Doch ICH sage dir ganz genau welche Marvel FIlme schrott sind!
Du kannst ja gerne einen Kamm über alles scheren aber ich sehe das ganze sehr differenziert.
Jede Comicverfilmung sei es aus dem DC oder Marvel Universum steht für sich alleine. Da fast überall ein anderer Regisseur seine Hand drann hat, könnten die Filme auch nicht unterschiedlicher sein.
Die Zielgruppe für ein Cpt. Marvel, Aquaman oder Batman vs Superman sind auch ziemlich schnell idenzifiziert und ich zähle gott sei dank nicht dazu 
Kenner der Film und Comic-Branche die nicht alles nur schwarz oder weiß sehen werden mir zustimmen das nicht jeder Film den wir in den letzten 10 Jahren bekommen haben auch notwendig war!
Über Geschmak lässt sich bekanntlich zwar nicht streiten aber über Kameraführung, Belichtungen, Dialoge, Szenen, Scripte, Handlungen und Inszenierung oder Besetzungen schon. 
Hab e schon ein gutes Biespiel mit Star Wars gegeben, was will man mehr?
Auch bei Star Trek ....das selbe Phänomen. Alles seit Kurtzman ist nur absolut seelenloses Boom Bang!

Gott sei Dank ist Endgame ein Lichtblick am Horizont. Einfach grandioser Film. Aber wem haben wir das zu verdanken? Natürlich den Russo Brüdern. Ist halt ein Unterschied ob jmd das ganze Handwerk versteht oder nur das oberflächliche drumherum.


----------



## Enisra (24. April 2019)

Rabowke schrieb:


> ... was wird denn da gemolken?



ist das nicht so ein Totschlagargument wenn irgendwas in Serie produziert wird ohne dass man sich irgendwas dazu in der Vergangenheit anschauen muss?

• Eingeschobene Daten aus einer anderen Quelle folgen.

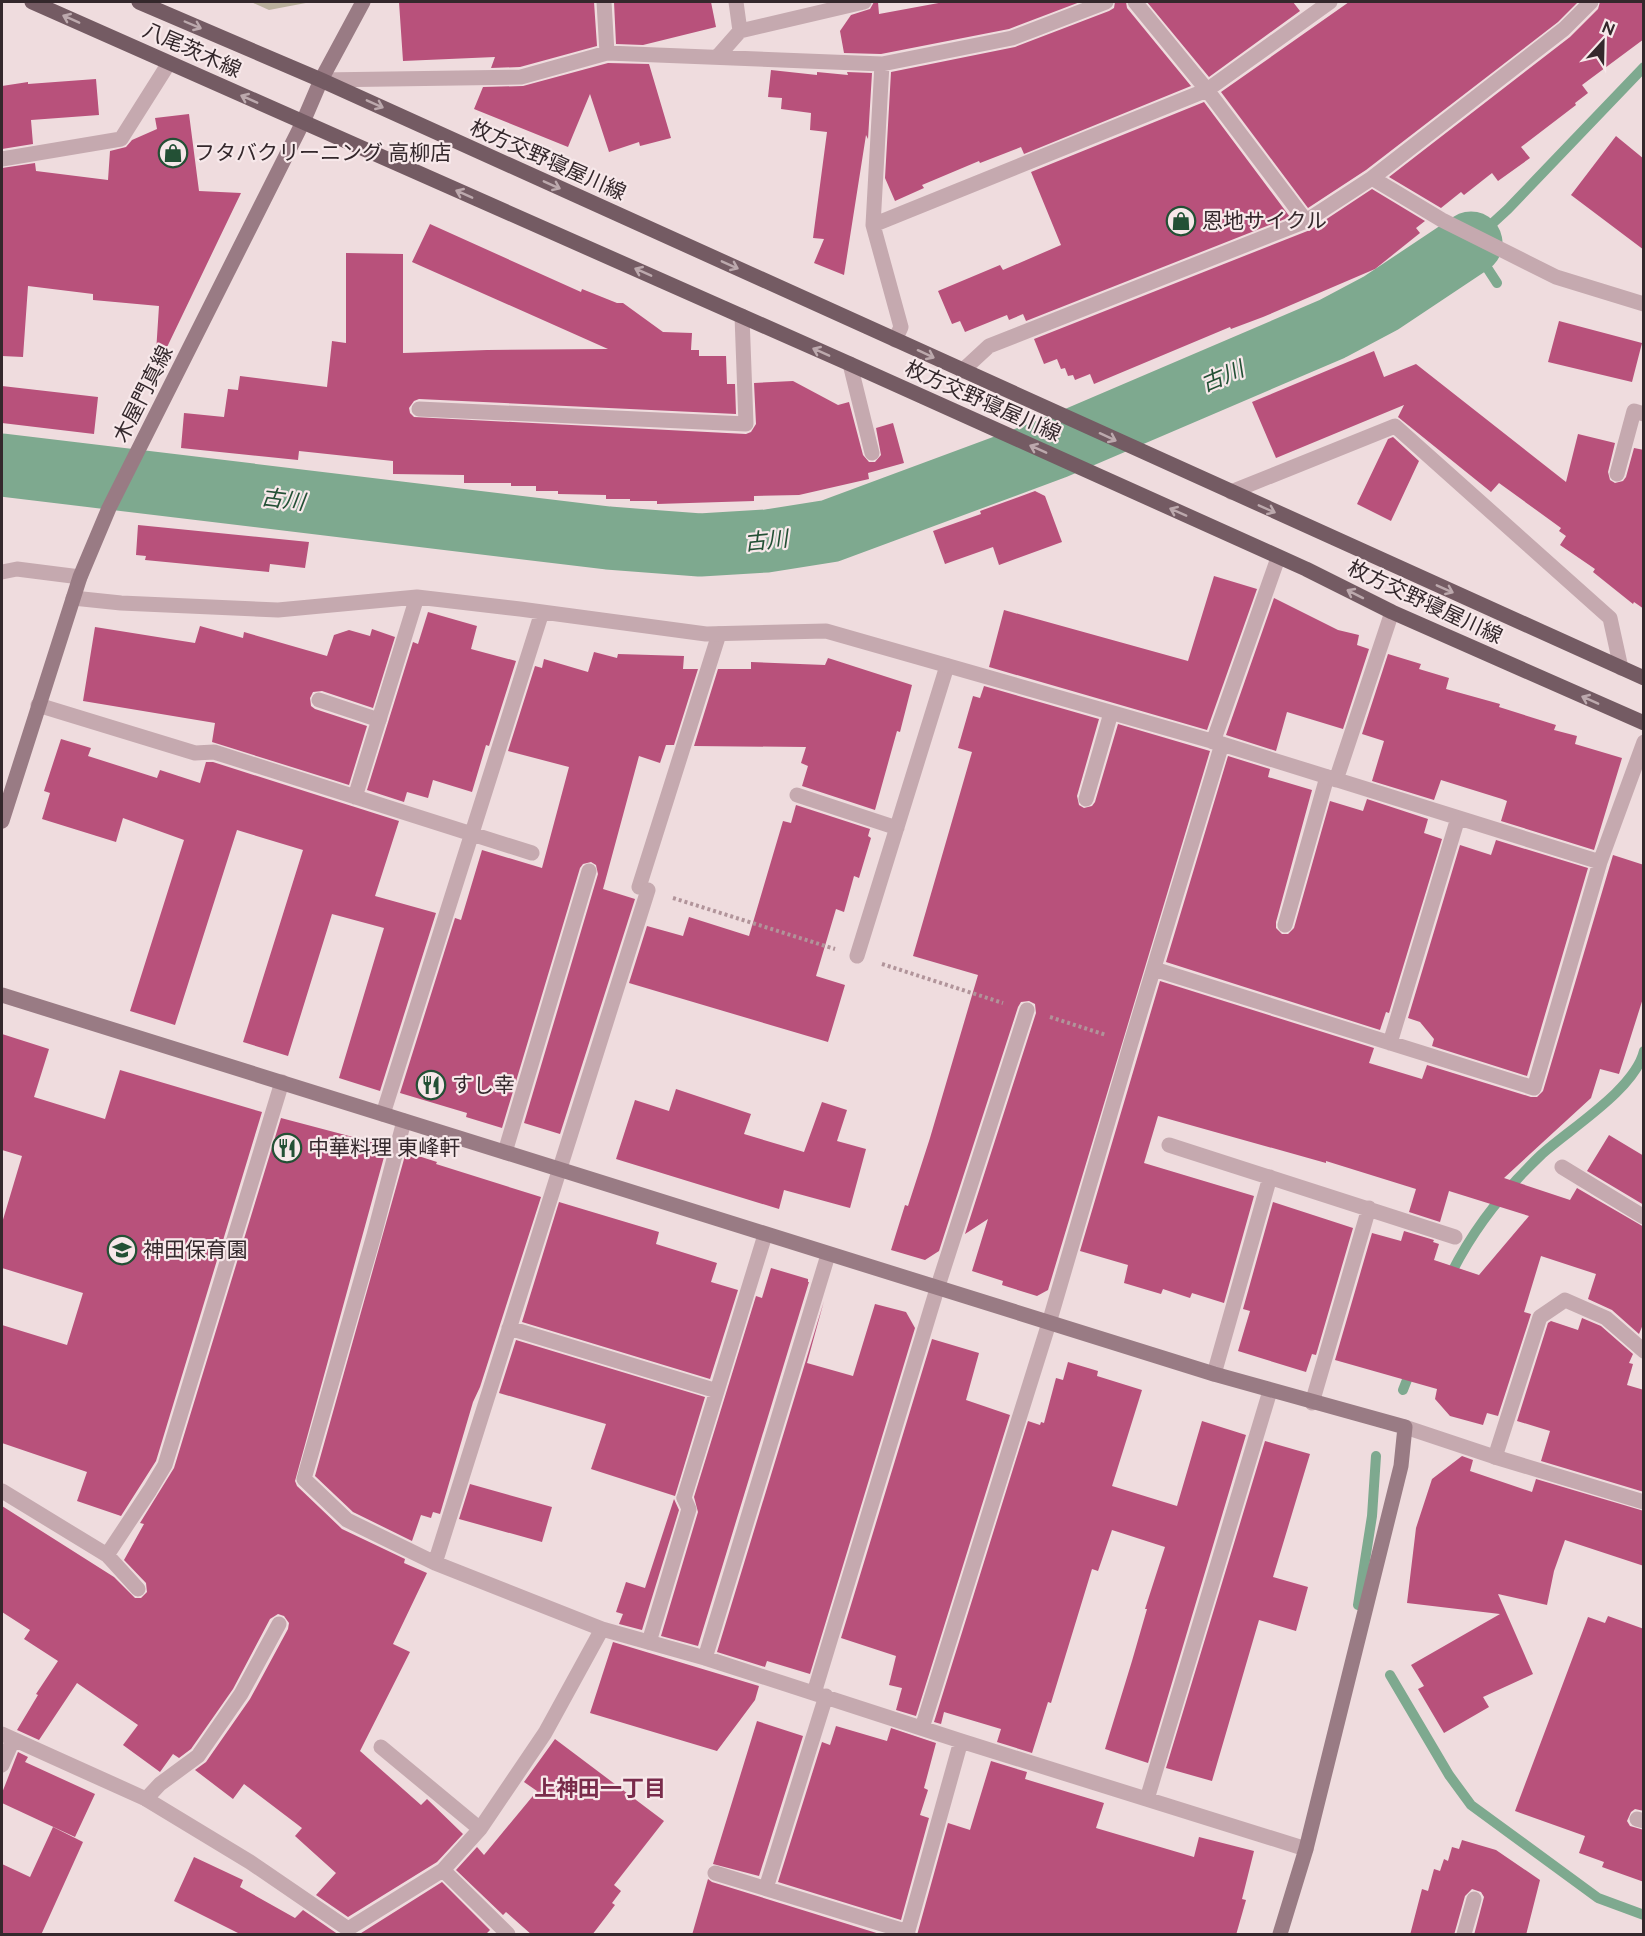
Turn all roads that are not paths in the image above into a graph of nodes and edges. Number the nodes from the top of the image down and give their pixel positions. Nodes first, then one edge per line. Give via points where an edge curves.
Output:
1 (32, 2) edge
2 (140, 2) edge
3 (363, 2) edge
4 (604, 2) edge
5 (736, 2) edge
6 (864, 2) edge
7 (1106, 2) edge
8 (1135, 2) edge
9 (1330, 2) edge
10 (1591, 2) edge
11 (740, 31) junction
12 (607, 53) junction
13 (718, 56) junction
14 (169, 63) junction
15 (882, 64) junction
16 (321, 80) junction
17 (1207, 90) junction
18 (303, 122) junction
19 (2, 159) edge
20 (1372, 178) junction
21 (1306, 221) junction
22 (873, 225) junction
23 (1644, 304) edge
24 (742, 316) junction
25 (895, 339) junction
26 (850, 364) junction
27 (962, 371) junction
28 (419, 409) dead end
29 (1644, 414) edge
30 (872, 453) dead end
31 (1617, 474) dead end
32 (1231, 492) junction
33 (1278, 558) junction
34 (2, 572) edge
35 (80, 577) junction
36 (417, 597) junction
37 (73, 598) junction
38 (542, 612) junction
39 (1392, 612) junction
40 (719, 634) junction
41 (947, 666) junction
42 (1621, 668) junction
43 (1644, 678) edge
44 (319, 700) dead end
45 (38, 705) junction
46 (1111, 713) junction
47 (379, 720) junction
48 (1644, 723) edge
49 (1644, 742) edge
50 (1218, 743) junction
51 (1331, 778) junction
52 (797, 795) dead end
53 (355, 798) junction
54 (1086, 799) dead end
55 (1458, 818) junction
56 (2, 821) edge
57 (897, 828) junction
58 (472, 834) junction
59 (532, 853) dead end
60 (1600, 862) junction
61 (589, 871) dead end
62 (1285, 925) dead end
63 (857, 956) dead end
64 (1154, 969) junction
65 (2, 995) edge
66 (1027, 1010) dead end
67 (1390, 1042) junction
68 (282, 1082) junction
69 (383, 1114) junction
70 (404, 1121) junction
71 (1169, 1145) dead end
72 (505, 1152) junction
73 (1562, 1167) dead end
74 (559, 1169) junction
75 (1270, 1177) junction
76 (1369, 1208) junction
77 (1644, 1218) edge
78 (765, 1235) junction
79 (1455, 1237) dead end
80 (828, 1255) junction
81 (937, 1289) junction
82 (1049, 1323) junction
83 (509, 1328) junction
84 (1644, 1351) edge
85 (1214, 1374) junction
86 (717, 1391) junction
87 (1270, 1391) junction
88 (1312, 1403) junction
89 (1405, 1427) junction
90 (1496, 1457) junction
91 (2, 1491) edge
92 (1644, 1502) edge
93 (106, 1555) junction
94 (435, 1563) junction
95 (138, 1589) dead end
96 (279, 1624) dead end
97 (602, 1629) junction
98 (649, 1642) junction
99 (705, 1658) junction
100 (820, 1694) junction
101 (922, 1728) junction
102 (7, 1737) edge
103 (962, 1741) junction
104 (381, 1747) dead end
105 (2, 1765) edge
106 (146, 1799) junction
107 (1147, 1799) junction
108 (480, 1829) junction
109 (1306, 1849) junction
110 (442, 1870) junction
111 (715, 1873) dead end
112 (766, 1888) junction
113 (1474, 1899) dead end
114 (350, 1932) edge
115 (907, 1933) edge
116 (508, 1935) edge
117 (1280, 1935) edge
118 (1464, 1935) edge

14 -> 1 main road, 八尾茨木線
2 -> 16 main road, 八尾茨木線
3 - 16 street, 木屋門真線
4 - 12 street
5 - 11 street
6 - 11 street
7 - 15 street via 1012,38
8 - 17 street
9 - 17 street
10 - 20 street via 1564,29
11 - 13 street
12 - 13 street
12 - 16 street via 522,77
13 - 15 street
18 -> 14 main road, 八尾茨木線
14 - 19 street via 121,139
15 - 22 street
16 - 18 street, 木屋門真線
16 -> 25 main road, 枚方交野寝屋川線
17 - 21 street
17 - 22 street
24 -> 18 main road, 枚方交野寝屋川線
18 - 35 street, 木屋門真線 via 109,508
20 - 21 street
20 - 23 street via 1442,220 1556,277
21 - 27 street via 989,346
22 - 25 street via 901,327
26 -> 24 main road, 枚方交野寝屋川線
24 - 28 street via 746,424
25 -> 27 main road, 枚方交野寝屋川線
26 - 30 street
33 -> 26 main road, 枚方交野寝屋川線
27 -> 32 main road, 枚方交野寝屋川線
29 - 31 street via 1634,411
32 -> 42 main road, 枚方交野寝屋川線
32 - 42 street via 1395,426 1610,618
39 -> 33 main road, 枚方交野寝屋川線
33 - 50 street
34 - 35 street via 17,569
35 - 37 street, 木屋門真線
36 - 37 street via 278,610
36 - 38 street
36 - 47 street
37 - 45 street, 木屋門真線
38 - 40 street
38 - 58 street
48 -> 39 main road, 枚方交野寝屋川線
39 - 51 street
40 - 41 street via 826,631
40 - 74 street
41 - 46 street
41 - 57 street
42 - 43 main road, 枚方交野寝屋川線
44 - 47 street
45 - 53 street via 195,753 214,752
45 - 56 street, 木屋門真線
46 - 50 street
46 - 54 street
47 - 53 street
49 - 60 street
50 - 51 street
50 - 64 street
51 - 55 street
51 - 62 street
52 - 57 street
53 - 58 street
55 - 60 street
55 - 67 street
57 - 63 street
58 - 59 street
58 - 69 street
60 - 67 street via 1534,1088
61 - 72 street
64 - 67 street
64 - 82 street
65 - 68 street
66 - 81 street
68 - 69 street
68 - 93 street via 165,1465
69 - 70 street
70 - 72 street
70 - 94 street via 304,1479 347,1520
71 - 75 street
72 - 74 street
73 - 77 street
74 - 78 street
74 - 83 street
75 - 76 street
75 - 85 street
76 - 79 street
76 - 88 street
78 - 80 street
78 - 86 street
80 - 81 street
80 - 99 street
81 - 82 street
81 - 100 street
82 - 85 street
82 - 101 street
83 - 86 street
83 - 94 street
84 - 90 street via 1606,1318 1565,1300 1540,1317
85 - 87 street
86 - 98 street via 684,1498 688,1509
87 - 88 street
87 - 107 street
88 - 89 street
89 - 90 street
89 - 109 street via 1401,1466
90 - 92 street
91 - 93 street
93 - 95 street
94 - 97 street
96 - 106 street via 241,1695 198,1756
97 - 98 street
97 - 108 street via 545,1733
98 - 99 street
99 - 100 street
100 - 101 street
100 - 112 street
101 - 103 street
102 - 105 street
102 - 106 street
103 - 107 street
103 - 115 street
104 - 108 street
106 - 114 street via 250,1862
107 - 109 street
108 - 110 street
109 - 117 street
110 - 114 street
110 - 116 street
111 - 112 street
112 - 115 street
113 - 118 street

und ja, ich glaube manche sollten mehr Filme schauen wenn DAS schon für die Mies und Schrott ist,* hui*, wie gucken die erst wenn die mal die Wirklichen Perlen schauen wie Batman Forever der versucht hat an den Adam West Batman sich anzulehnen und an Batnippeln gescheitert ist, Superman 4 oder so Prachtwerke wie Judge Dredd, Dare Devil und Electra, Catwoman, oder Die Liga der Außergwöhnlichen Gentleman und das sind noch alles Filme die nur eine schlechte Story und Acting haben, so wirkliche Abgründe tun sich dann erst bei dem Fantastic 4 Film den man 94 nur gedreht hat um die Rechte zu behalten

Wie immer, entweder sollte man Meinungen nicht als Fakt hinstellen oder mehr schlechte Filme schauen um nicht jeden Streifen der einem nicht gefällt künstlich mies zu machen die vielleicht nur ne 6 oder 7 von 10 sind


----------



## Rabowke (24. April 2019)

stormwind82 schrieb:


> Doch ICH sage dir ganz genau welche Marvel FIlme schrott sind!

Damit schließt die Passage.